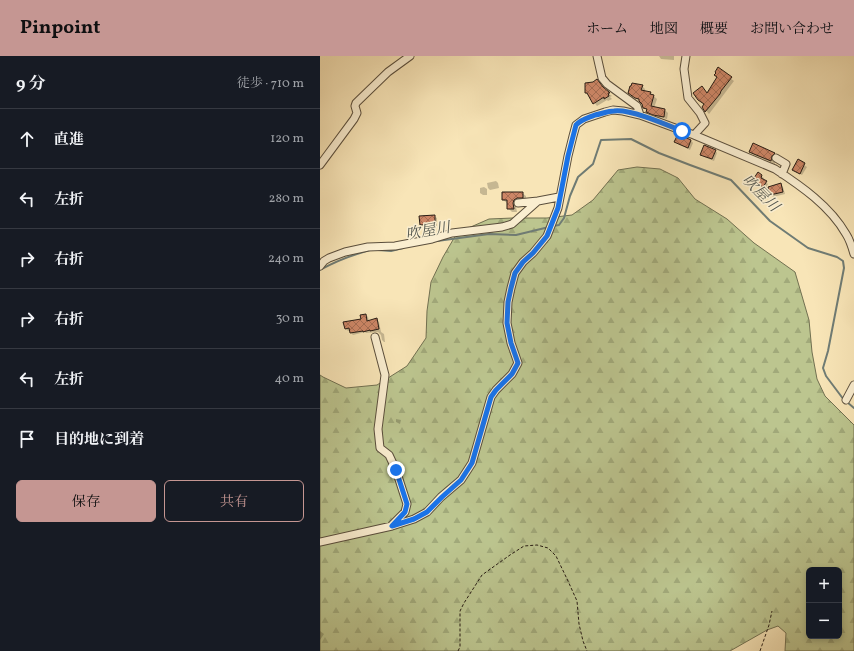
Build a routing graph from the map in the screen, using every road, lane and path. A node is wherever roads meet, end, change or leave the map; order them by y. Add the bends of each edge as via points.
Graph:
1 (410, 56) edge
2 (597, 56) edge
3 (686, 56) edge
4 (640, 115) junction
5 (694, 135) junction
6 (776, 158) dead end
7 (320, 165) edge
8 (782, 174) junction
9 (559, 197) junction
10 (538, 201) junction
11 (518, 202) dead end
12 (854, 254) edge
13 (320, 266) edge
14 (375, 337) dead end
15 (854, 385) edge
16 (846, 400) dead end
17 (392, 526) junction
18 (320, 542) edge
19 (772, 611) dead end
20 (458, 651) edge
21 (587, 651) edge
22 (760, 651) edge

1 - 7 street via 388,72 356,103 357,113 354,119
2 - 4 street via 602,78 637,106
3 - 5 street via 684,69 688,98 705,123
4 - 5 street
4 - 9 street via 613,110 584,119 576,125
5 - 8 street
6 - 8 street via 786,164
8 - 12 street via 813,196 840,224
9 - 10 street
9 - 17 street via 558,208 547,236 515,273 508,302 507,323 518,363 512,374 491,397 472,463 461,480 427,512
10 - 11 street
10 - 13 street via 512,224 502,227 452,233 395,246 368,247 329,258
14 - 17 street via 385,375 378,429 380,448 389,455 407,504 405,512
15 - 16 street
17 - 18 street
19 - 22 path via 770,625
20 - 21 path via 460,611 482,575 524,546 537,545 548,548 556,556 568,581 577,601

------------------------------------------------------------

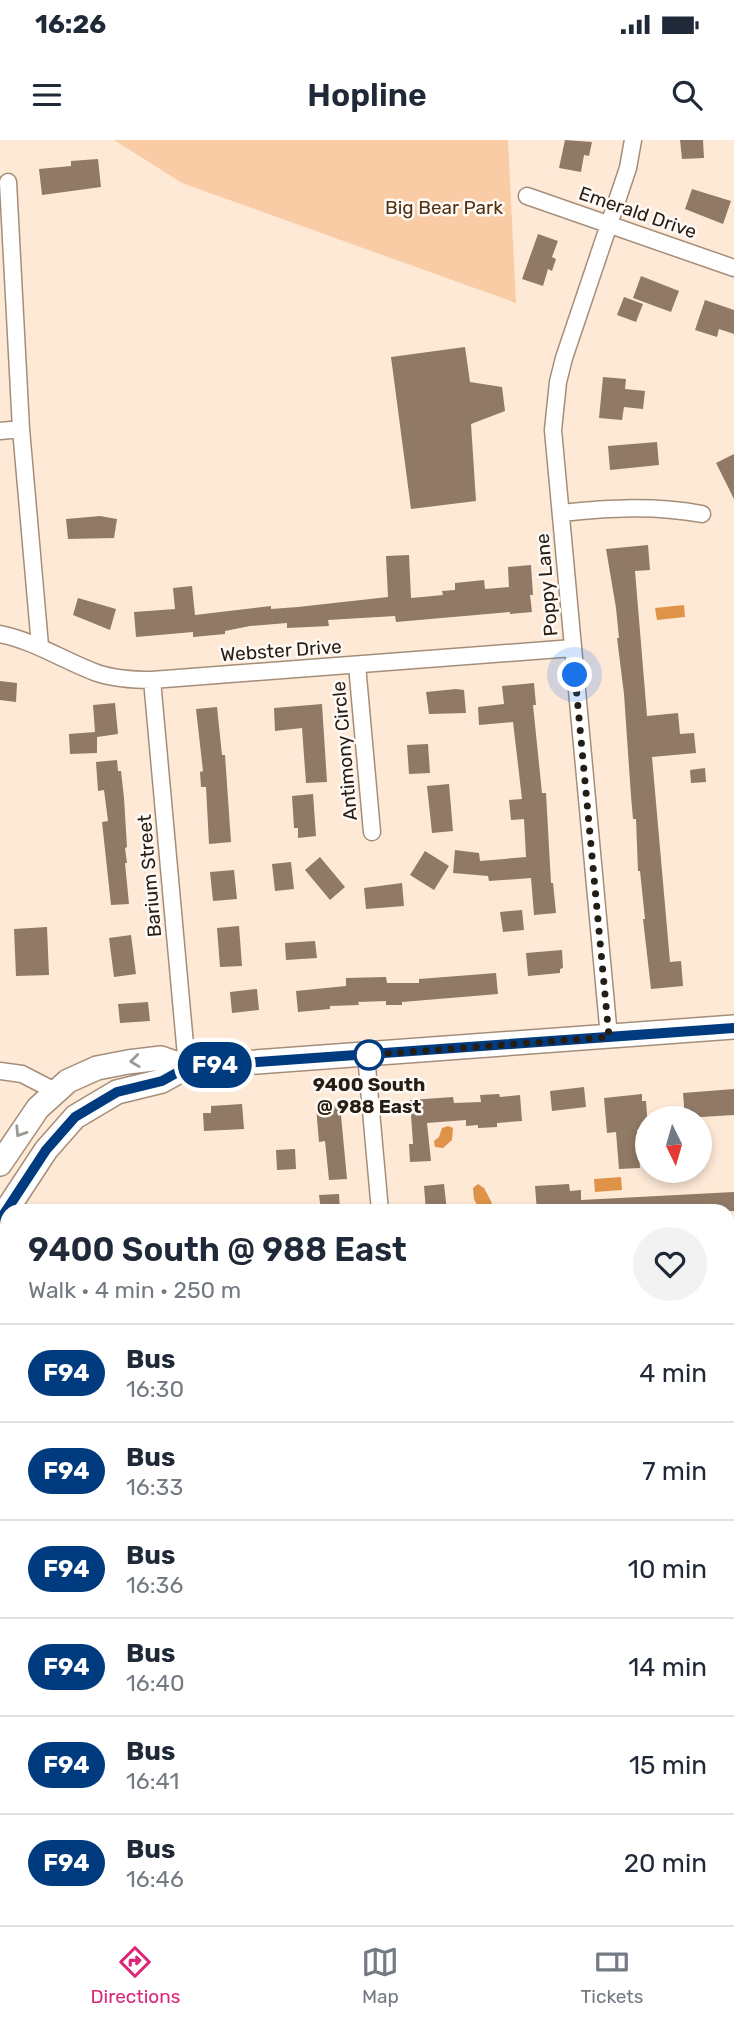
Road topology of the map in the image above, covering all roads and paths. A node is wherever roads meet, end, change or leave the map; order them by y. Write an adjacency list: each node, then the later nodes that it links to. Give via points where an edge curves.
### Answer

------------------------------------------------------------

Go through the records above. Copy each line in which the string "node" appears.

Build a routing graph from the map in the screen, using every road, lane and path. A node is wherever roads meet, end, change or leave the map; order them by y. Add the bends of each edge as via points.
Road topology of the map in the image above, covering all roads and paths. A node is wherever roads meet, end, change or leave the map; order them by y. Write an adjacency list: each node, then the later nodes that it links to. Give via points where an edge curves.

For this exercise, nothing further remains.